Top of DATA SHOWN
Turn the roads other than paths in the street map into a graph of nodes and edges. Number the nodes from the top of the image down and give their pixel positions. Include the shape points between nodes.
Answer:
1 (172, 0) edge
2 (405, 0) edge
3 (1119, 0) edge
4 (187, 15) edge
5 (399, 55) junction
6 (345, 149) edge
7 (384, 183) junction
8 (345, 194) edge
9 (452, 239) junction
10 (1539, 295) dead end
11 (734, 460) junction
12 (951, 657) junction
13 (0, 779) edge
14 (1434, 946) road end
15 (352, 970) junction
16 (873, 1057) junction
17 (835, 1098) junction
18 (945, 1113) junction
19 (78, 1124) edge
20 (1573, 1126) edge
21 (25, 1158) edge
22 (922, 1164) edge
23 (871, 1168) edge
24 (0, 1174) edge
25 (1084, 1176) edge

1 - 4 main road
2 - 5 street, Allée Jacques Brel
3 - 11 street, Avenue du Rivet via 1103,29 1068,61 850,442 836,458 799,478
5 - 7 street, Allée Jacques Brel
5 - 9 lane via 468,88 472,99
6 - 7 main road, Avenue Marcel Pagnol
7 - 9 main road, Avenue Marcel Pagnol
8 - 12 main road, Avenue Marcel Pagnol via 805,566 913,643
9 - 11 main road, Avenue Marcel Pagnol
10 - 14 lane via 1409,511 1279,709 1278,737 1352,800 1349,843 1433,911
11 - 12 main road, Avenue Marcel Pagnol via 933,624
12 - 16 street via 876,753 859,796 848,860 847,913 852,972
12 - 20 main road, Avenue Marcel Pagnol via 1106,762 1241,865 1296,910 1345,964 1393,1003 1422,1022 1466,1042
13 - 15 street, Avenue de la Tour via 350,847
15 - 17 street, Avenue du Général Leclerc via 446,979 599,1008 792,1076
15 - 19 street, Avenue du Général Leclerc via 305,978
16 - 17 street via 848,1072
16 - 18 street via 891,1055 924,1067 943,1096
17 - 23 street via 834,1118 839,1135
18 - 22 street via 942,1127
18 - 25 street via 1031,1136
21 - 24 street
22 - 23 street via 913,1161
Bottom of DATA SHOWN
• [WHAT TO PRODUCE]
With nothing added or left out, print the data again.

• [RESPONSE TO THIS TASK]
Turn the roads other than paths in the street map into a graph of nodes and edges. Number the nodes from the top of the image down and give their pixel positions. Include the shape points between nodes.
Answer:
1 (172, 0) edge
2 (405, 0) edge
3 (1119, 0) edge
4 (187, 15) edge
5 (399, 55) junction
6 (345, 149) edge
7 (384, 183) junction
8 (345, 194) edge
9 (452, 239) junction
10 (1539, 295) dead end
11 (734, 460) junction
12 (951, 657) junction
13 (0, 779) edge
14 (1434, 946) road end
15 (352, 970) junction
16 (873, 1057) junction
17 (835, 1098) junction
18 (945, 1113) junction
19 (78, 1124) edge
20 (1573, 1126) edge
21 (25, 1158) edge
22 (922, 1164) edge
23 (871, 1168) edge
24 (0, 1174) edge
25 (1084, 1176) edge

1 - 4 main road
2 - 5 street, Allée Jacques Brel
3 - 11 street, Avenue du Rivet via 1103,29 1068,61 850,442 836,458 799,478
5 - 7 street, Allée Jacques Brel
5 - 9 lane via 468,88 472,99
6 - 7 main road, Avenue Marcel Pagnol
7 - 9 main road, Avenue Marcel Pagnol
8 - 12 main road, Avenue Marcel Pagnol via 805,566 913,643
9 - 11 main road, Avenue Marcel Pagnol
10 - 14 lane via 1409,511 1279,709 1278,737 1352,800 1349,843 1433,911
11 - 12 main road, Avenue Marcel Pagnol via 933,624
12 - 16 street via 876,753 859,796 848,860 847,913 852,972
12 - 20 main road, Avenue Marcel Pagnol via 1106,762 1241,865 1296,910 1345,964 1393,1003 1422,1022 1466,1042
13 - 15 street, Avenue de la Tour via 350,847
15 - 17 street, Avenue du Général Leclerc via 446,979 599,1008 792,1076
15 - 19 street, Avenue du Général Leclerc via 305,978
16 - 17 street via 848,1072
16 - 18 street via 891,1055 924,1067 943,1096
17 - 23 street via 834,1118 839,1135
18 - 22 street via 942,1127
18 - 25 street via 1031,1136
21 - 24 street
22 - 23 street via 913,1161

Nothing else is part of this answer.